* Task details
The expected response is the entire set of entries, copied exactly.

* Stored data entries
<<<<
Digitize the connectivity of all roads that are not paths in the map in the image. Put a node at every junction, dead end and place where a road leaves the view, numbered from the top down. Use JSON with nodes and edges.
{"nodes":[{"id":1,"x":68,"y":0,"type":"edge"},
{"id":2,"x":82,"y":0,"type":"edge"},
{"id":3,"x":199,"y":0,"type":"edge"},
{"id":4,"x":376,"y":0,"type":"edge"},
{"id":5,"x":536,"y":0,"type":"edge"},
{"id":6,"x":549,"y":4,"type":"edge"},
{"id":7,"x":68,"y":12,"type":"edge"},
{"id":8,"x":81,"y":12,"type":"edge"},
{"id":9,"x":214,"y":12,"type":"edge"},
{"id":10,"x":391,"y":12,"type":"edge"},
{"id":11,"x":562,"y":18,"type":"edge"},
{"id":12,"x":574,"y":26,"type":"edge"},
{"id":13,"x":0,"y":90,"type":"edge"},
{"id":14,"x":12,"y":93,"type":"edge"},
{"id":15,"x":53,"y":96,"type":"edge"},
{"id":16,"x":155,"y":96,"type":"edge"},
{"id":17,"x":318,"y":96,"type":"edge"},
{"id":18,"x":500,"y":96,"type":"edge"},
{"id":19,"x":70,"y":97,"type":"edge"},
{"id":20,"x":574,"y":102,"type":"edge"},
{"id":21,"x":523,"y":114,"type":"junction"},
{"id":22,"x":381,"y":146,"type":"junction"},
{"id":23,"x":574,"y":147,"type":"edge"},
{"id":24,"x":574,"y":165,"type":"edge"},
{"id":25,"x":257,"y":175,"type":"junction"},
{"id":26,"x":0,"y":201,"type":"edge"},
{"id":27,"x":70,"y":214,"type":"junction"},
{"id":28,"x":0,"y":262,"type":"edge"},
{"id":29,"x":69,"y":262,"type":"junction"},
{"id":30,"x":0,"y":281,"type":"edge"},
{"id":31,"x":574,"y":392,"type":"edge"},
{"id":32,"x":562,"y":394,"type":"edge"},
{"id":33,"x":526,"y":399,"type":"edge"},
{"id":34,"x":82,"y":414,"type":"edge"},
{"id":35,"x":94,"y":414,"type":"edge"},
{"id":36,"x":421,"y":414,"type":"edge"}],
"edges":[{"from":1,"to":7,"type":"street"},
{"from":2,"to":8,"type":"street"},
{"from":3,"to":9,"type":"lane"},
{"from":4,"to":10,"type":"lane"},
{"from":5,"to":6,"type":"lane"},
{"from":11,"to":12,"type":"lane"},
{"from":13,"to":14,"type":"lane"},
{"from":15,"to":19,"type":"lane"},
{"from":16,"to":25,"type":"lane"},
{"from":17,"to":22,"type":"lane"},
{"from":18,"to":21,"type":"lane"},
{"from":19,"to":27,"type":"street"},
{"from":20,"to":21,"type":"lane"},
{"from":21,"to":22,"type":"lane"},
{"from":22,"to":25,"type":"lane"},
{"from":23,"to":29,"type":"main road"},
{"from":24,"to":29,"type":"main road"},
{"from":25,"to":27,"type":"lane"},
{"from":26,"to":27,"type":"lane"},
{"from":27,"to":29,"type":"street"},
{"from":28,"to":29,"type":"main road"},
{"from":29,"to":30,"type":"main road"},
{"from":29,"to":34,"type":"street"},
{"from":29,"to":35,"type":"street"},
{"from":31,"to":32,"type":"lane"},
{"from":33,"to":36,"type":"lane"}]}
>>>>
* Answer section
Digitize the connectivity of all roads that are not paths in the map in the image. Put a node at every junction, dead end and place where a road leaves the view, numbered from the top down. Use JSON with nodes and edges.
{"nodes":[{"id":1,"x":68,"y":0,"type":"edge"},
{"id":2,"x":82,"y":0,"type":"edge"},
{"id":3,"x":199,"y":0,"type":"edge"},
{"id":4,"x":376,"y":0,"type":"edge"},
{"id":5,"x":536,"y":0,"type":"edge"},
{"id":6,"x":549,"y":4,"type":"edge"},
{"id":7,"x":68,"y":12,"type":"edge"},
{"id":8,"x":81,"y":12,"type":"edge"},
{"id":9,"x":214,"y":12,"type":"edge"},
{"id":10,"x":391,"y":12,"type":"edge"},
{"id":11,"x":562,"y":18,"type":"edge"},
{"id":12,"x":574,"y":26,"type":"edge"},
{"id":13,"x":0,"y":90,"type":"edge"},
{"id":14,"x":12,"y":93,"type":"edge"},
{"id":15,"x":53,"y":96,"type":"edge"},
{"id":16,"x":155,"y":96,"type":"edge"},
{"id":17,"x":318,"y":96,"type":"edge"},
{"id":18,"x":500,"y":96,"type":"edge"},
{"id":19,"x":70,"y":97,"type":"edge"},
{"id":20,"x":574,"y":102,"type":"edge"},
{"id":21,"x":523,"y":114,"type":"junction"},
{"id":22,"x":381,"y":146,"type":"junction"},
{"id":23,"x":574,"y":147,"type":"edge"},
{"id":24,"x":574,"y":165,"type":"edge"},
{"id":25,"x":257,"y":175,"type":"junction"},
{"id":26,"x":0,"y":201,"type":"edge"},
{"id":27,"x":70,"y":214,"type":"junction"},
{"id":28,"x":0,"y":262,"type":"edge"},
{"id":29,"x":69,"y":262,"type":"junction"},
{"id":30,"x":0,"y":281,"type":"edge"},
{"id":31,"x":574,"y":392,"type":"edge"},
{"id":32,"x":562,"y":394,"type":"edge"},
{"id":33,"x":526,"y":399,"type":"edge"},
{"id":34,"x":82,"y":414,"type":"edge"},
{"id":35,"x":94,"y":414,"type":"edge"},
{"id":36,"x":421,"y":414,"type":"edge"}],
"edges":[{"from":1,"to":7,"type":"street"},
{"from":2,"to":8,"type":"street"},
{"from":3,"to":9,"type":"lane"},
{"from":4,"to":10,"type":"lane"},
{"from":5,"to":6,"type":"lane"},
{"from":11,"to":12,"type":"lane"},
{"from":13,"to":14,"type":"lane"},
{"from":15,"to":19,"type":"lane"},
{"from":16,"to":25,"type":"lane"},
{"from":17,"to":22,"type":"lane"},
{"from":18,"to":21,"type":"lane"},
{"from":19,"to":27,"type":"street"},
{"from":20,"to":21,"type":"lane"},
{"from":21,"to":22,"type":"lane"},
{"from":22,"to":25,"type":"lane"},
{"from":23,"to":29,"type":"main road"},
{"from":24,"to":29,"type":"main road"},
{"from":25,"to":27,"type":"lane"},
{"from":26,"to":27,"type":"lane"},
{"from":27,"to":29,"type":"street"},
{"from":28,"to":29,"type":"main road"},
{"from":29,"to":30,"type":"main road"},
{"from":29,"to":34,"type":"street"},
{"from":29,"to":35,"type":"street"},
{"from":31,"to":32,"type":"lane"},
{"from":33,"to":36,"type":"lane"}]}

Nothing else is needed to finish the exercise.